START Listed entries
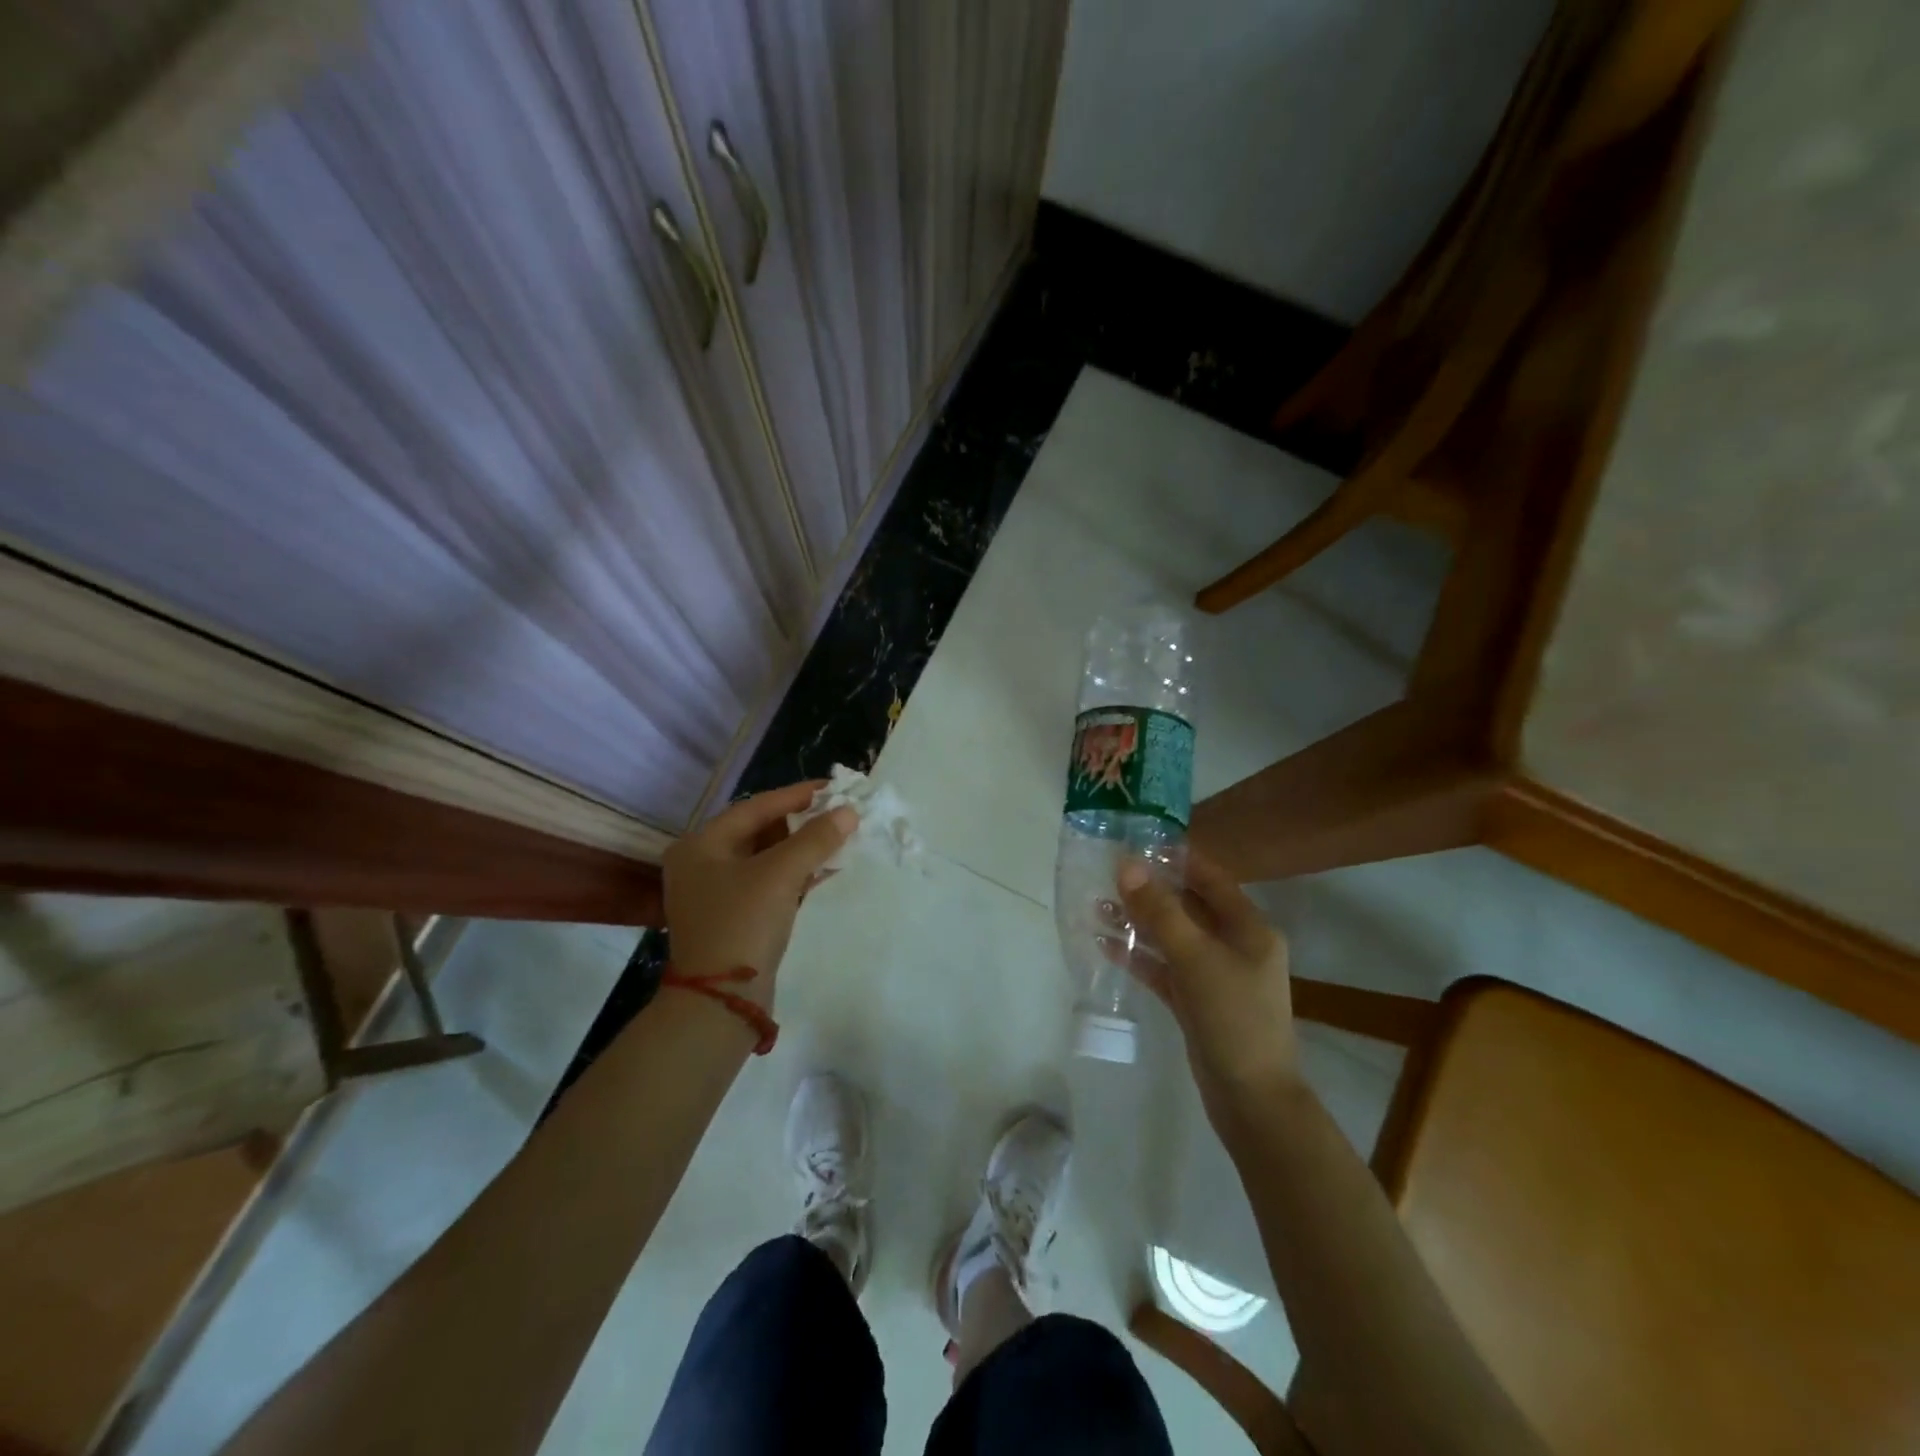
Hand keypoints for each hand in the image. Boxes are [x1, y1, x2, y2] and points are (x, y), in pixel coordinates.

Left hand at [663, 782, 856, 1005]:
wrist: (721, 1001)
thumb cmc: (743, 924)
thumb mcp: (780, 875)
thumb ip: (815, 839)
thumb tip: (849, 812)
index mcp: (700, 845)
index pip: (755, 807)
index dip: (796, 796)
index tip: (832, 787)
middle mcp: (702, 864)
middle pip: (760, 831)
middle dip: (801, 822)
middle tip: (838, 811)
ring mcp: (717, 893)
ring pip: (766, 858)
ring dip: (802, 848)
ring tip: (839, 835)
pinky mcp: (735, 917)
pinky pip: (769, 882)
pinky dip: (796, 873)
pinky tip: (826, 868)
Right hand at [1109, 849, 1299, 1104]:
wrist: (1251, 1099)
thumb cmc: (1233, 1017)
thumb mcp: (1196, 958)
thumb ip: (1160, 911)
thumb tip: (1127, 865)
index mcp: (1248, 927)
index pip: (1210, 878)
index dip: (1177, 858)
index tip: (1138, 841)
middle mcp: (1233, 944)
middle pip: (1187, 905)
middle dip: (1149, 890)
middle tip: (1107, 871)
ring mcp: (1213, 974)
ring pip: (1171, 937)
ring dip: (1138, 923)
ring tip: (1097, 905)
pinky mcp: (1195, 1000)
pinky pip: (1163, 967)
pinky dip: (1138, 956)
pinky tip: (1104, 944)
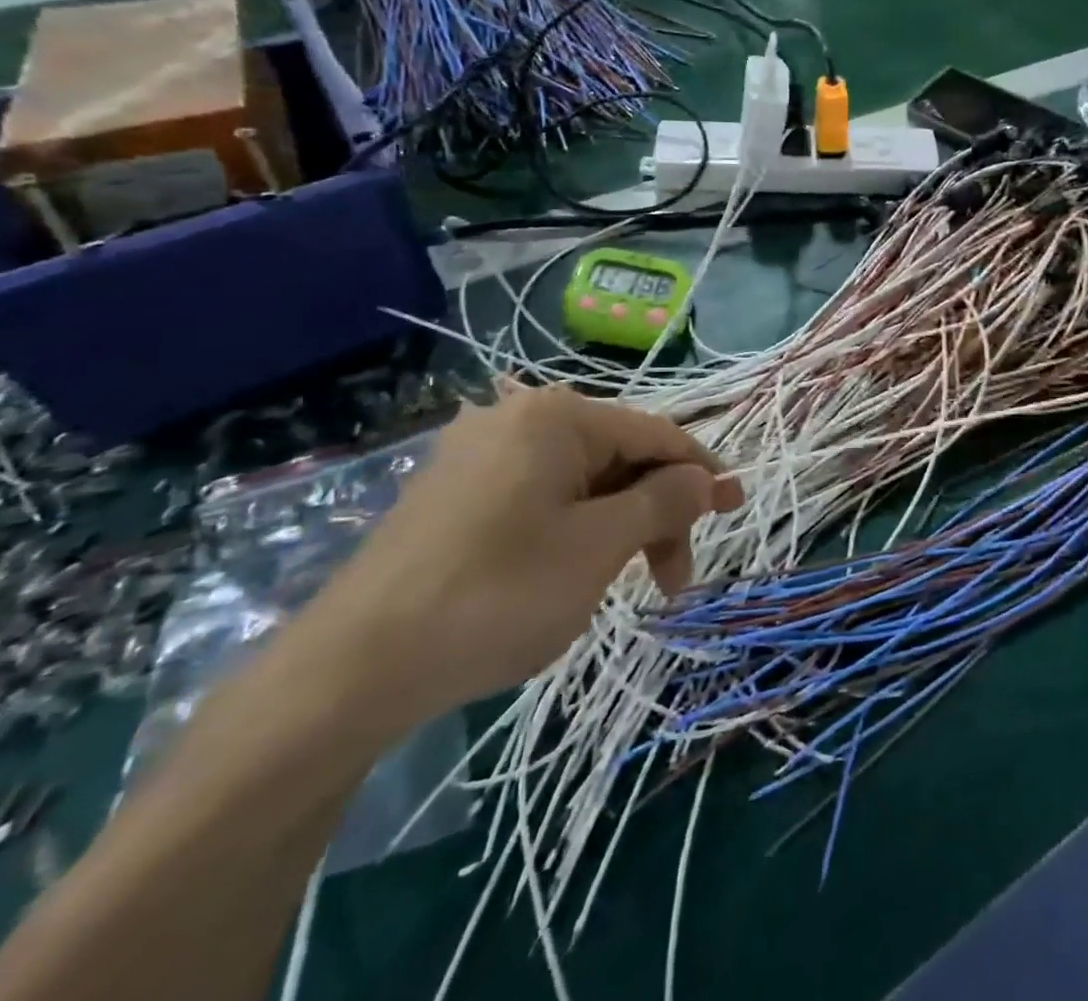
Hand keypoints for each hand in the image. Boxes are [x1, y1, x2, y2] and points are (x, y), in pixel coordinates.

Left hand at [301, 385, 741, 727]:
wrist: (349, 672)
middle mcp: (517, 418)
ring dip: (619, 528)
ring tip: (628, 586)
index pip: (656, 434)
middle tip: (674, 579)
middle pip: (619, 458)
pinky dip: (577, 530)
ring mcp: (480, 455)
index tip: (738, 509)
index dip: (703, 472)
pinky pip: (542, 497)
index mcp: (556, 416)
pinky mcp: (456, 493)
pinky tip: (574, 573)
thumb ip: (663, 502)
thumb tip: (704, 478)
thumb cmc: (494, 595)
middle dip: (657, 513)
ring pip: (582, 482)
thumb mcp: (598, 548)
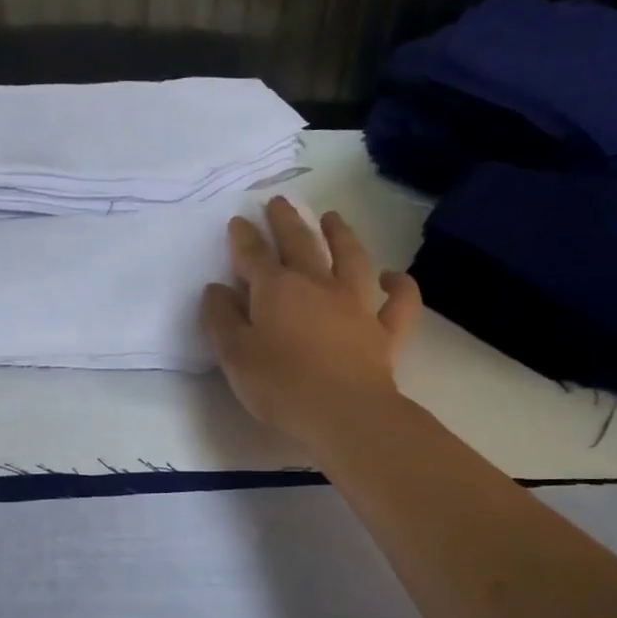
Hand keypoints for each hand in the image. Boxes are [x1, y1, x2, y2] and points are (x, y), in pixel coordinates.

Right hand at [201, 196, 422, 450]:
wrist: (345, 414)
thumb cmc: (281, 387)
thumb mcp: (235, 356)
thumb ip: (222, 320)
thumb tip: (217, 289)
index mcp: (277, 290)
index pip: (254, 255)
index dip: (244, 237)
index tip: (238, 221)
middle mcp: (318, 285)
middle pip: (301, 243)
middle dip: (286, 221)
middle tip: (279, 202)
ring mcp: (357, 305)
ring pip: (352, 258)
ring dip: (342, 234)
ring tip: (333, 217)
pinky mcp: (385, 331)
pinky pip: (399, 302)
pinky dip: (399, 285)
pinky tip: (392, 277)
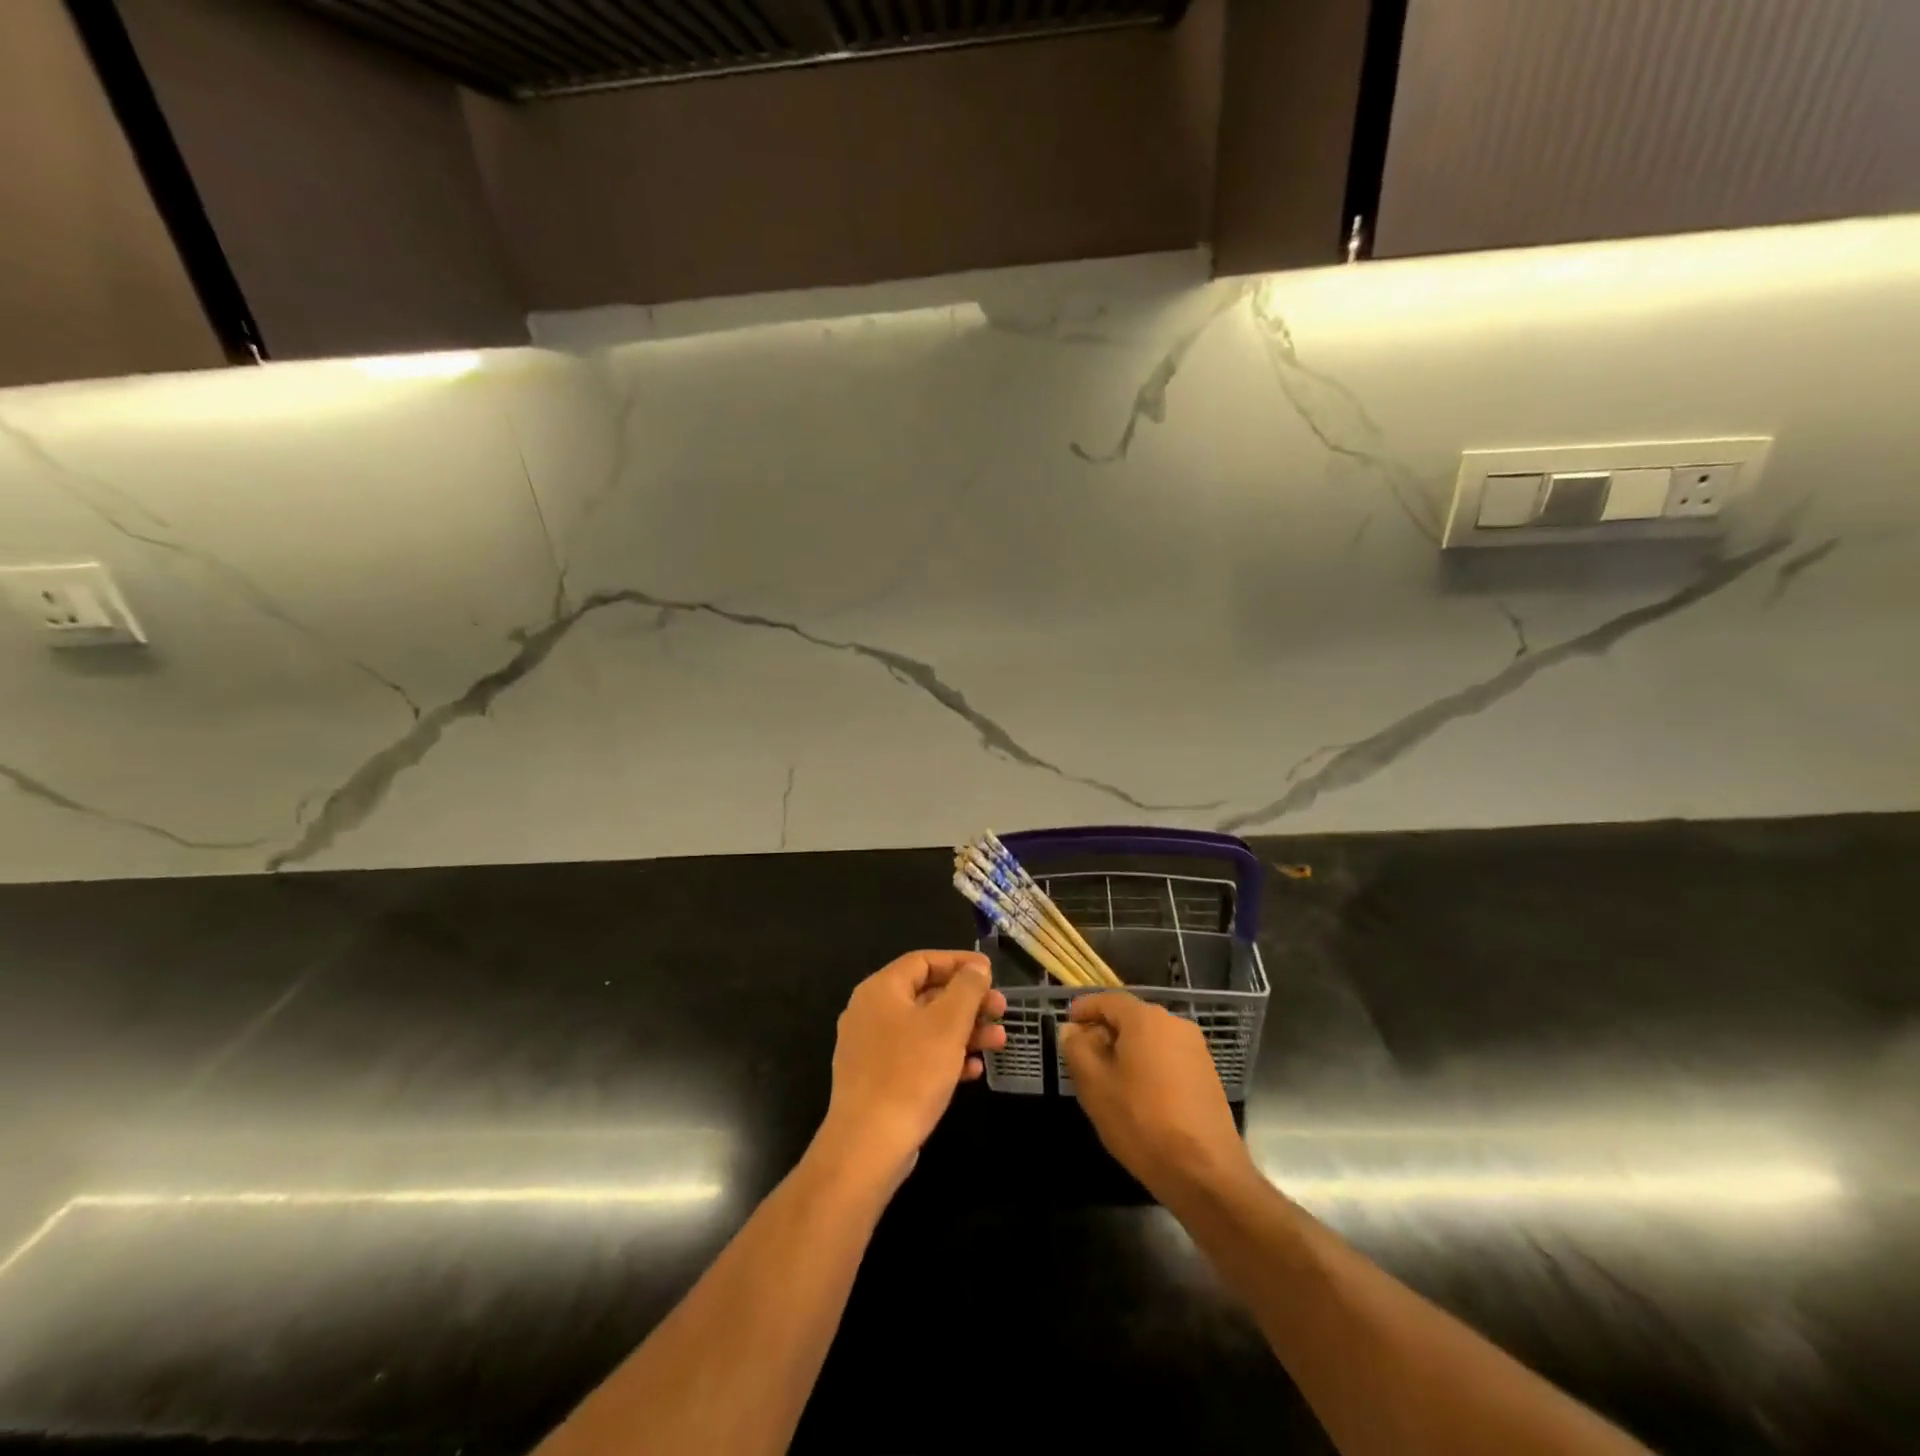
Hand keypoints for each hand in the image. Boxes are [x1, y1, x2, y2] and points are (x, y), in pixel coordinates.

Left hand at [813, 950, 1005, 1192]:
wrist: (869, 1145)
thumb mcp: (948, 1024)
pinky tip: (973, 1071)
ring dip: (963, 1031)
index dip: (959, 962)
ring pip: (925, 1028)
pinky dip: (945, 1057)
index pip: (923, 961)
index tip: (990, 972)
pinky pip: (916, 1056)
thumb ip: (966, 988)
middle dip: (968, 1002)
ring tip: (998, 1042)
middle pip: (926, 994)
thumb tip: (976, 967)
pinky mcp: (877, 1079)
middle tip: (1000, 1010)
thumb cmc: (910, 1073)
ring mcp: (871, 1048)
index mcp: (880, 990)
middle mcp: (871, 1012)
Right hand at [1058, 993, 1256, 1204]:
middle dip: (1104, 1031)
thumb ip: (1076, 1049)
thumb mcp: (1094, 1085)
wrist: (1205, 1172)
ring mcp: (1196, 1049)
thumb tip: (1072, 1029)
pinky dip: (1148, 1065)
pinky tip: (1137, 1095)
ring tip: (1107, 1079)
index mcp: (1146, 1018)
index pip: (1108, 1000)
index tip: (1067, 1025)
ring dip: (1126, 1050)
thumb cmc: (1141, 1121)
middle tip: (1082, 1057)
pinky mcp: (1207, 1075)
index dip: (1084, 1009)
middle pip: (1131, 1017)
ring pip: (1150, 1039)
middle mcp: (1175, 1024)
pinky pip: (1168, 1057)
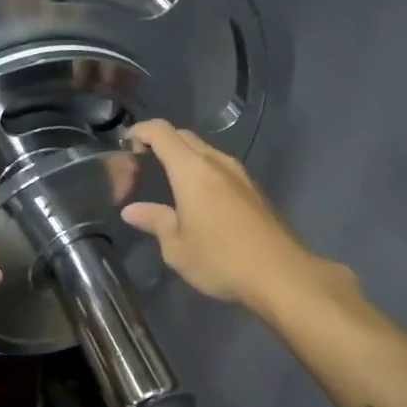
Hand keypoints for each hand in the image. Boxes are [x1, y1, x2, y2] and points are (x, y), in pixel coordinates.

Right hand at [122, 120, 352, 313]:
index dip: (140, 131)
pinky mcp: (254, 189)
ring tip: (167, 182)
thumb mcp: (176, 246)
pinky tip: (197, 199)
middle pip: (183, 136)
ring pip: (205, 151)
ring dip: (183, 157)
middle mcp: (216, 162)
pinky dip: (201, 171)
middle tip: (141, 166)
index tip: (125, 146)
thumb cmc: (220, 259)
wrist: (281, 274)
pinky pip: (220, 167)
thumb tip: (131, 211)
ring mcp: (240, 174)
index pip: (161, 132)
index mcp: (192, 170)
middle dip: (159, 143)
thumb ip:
END Listed entries
— What this task involves —
Would you copy out, exactly and with no pictures, only the lines above from the one that contains "index mcp: (277, 290)" through the one that contains "ring tip: (998, 1042)"?

— Written response —
index mcp: (277, 290)
index pip: (254, 255)
index dip: (244, 237)
index tip: (238, 221)
middle mcp: (318, 285)
middle pip: (301, 243)
middle dip: (286, 221)
middle tip: (279, 202)
ring mcp: (357, 305)
ring pip: (352, 258)
ring dip: (342, 234)
ring tip: (333, 217)
pinky mcp: (385, 331)
pinky pip: (399, 302)
pinky dip: (399, 285)
pinky tip: (392, 277)
Hand keypoints for each hand in the image. Boxes are [x1, y1, x2, y2] and points are (x, y), in pixel coordinates.

Left hand at [813, 950, 1005, 1192]:
wrist: (869, 1145)
thumb mcp: (948, 1024)
pinky tip: (973, 1071)
ring dip: (963, 1031)
index dip: (959, 962)
ring pip: (925, 1028)
pinky dip: (945, 1057)
index pip: (923, 961)
index tip: (990, 972)
pinky pip: (916, 1056)
thumb ip: (966, 988)
middle dip: (968, 1002)
ring tip: (998, 1042)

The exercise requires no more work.